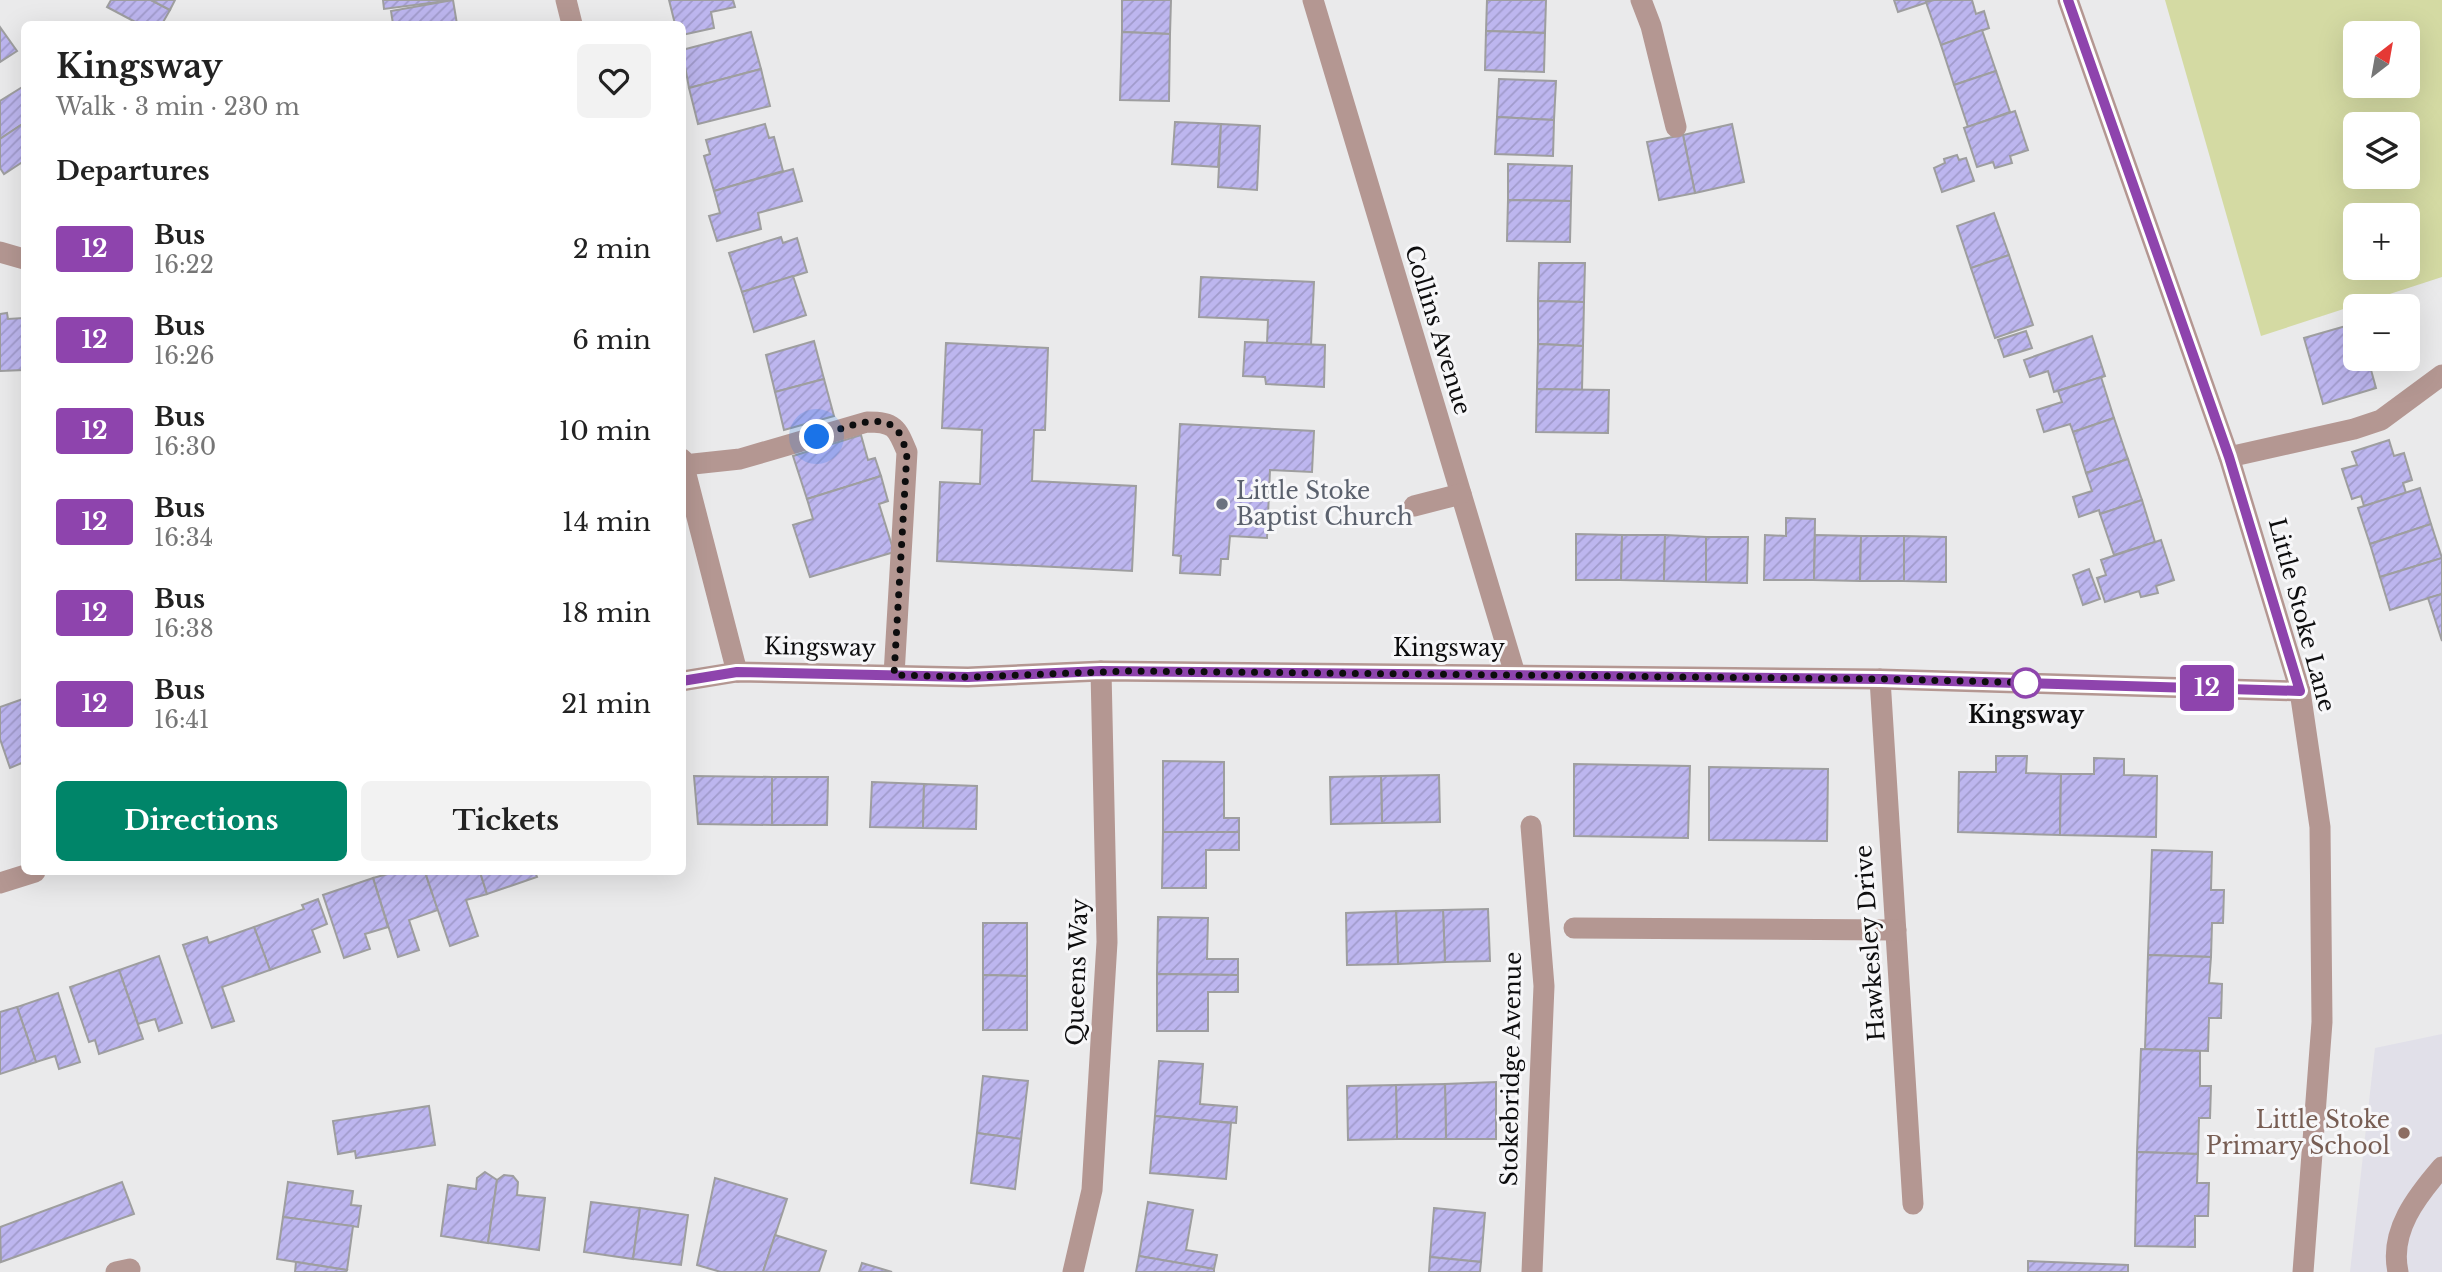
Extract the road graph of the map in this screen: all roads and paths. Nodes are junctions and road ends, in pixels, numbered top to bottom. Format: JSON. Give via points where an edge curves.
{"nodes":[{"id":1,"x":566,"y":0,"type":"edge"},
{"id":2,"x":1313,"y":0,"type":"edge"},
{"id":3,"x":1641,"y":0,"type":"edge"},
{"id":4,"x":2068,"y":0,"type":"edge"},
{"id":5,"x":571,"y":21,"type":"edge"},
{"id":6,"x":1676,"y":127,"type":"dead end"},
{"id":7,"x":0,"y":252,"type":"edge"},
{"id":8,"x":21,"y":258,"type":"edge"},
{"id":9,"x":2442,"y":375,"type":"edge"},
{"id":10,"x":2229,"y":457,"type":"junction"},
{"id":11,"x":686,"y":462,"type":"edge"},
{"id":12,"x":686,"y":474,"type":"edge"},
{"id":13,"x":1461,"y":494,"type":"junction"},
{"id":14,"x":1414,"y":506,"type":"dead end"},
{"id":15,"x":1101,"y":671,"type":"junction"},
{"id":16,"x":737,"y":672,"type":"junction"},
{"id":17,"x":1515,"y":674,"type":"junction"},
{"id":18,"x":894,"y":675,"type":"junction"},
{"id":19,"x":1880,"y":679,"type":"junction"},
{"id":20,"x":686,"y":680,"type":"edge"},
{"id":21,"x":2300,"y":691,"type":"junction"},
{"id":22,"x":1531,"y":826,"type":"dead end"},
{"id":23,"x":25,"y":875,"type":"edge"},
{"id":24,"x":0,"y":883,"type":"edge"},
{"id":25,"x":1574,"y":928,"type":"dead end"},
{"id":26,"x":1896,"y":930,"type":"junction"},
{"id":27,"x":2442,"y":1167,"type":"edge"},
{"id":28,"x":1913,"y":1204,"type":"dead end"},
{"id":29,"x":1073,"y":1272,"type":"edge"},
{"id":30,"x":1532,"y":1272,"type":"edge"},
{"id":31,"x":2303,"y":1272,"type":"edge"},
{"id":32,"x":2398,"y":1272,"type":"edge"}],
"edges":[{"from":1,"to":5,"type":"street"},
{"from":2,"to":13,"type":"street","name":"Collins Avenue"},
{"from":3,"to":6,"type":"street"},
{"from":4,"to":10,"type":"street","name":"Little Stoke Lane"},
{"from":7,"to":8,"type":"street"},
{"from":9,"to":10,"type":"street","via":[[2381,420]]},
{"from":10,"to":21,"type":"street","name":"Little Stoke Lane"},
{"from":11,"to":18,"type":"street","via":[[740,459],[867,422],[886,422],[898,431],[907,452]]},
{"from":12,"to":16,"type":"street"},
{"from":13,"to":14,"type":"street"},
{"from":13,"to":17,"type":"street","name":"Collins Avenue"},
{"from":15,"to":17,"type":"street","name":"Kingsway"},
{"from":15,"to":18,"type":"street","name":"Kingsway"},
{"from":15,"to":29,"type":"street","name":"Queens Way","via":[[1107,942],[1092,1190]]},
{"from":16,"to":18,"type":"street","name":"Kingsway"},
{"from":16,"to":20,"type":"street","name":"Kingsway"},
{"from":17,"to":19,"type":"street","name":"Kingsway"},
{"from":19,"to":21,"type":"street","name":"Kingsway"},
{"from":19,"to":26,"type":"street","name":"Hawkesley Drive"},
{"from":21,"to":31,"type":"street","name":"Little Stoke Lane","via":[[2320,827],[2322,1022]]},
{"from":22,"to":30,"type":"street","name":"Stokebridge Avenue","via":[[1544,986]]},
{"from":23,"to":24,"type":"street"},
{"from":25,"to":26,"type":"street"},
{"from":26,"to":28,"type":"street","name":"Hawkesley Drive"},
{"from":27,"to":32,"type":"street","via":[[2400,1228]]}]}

* INSTRUCTIONS FOR THE TASK: Copy all lines of the records in which the string "Hawkesley" can be found.

* TASK ANSWER:
{"from":19,"to":26,"type":"street","name":"Hawkesley Drive"},
{"from":26,"to":28,"type":"street","name":"Hawkesley Drive"},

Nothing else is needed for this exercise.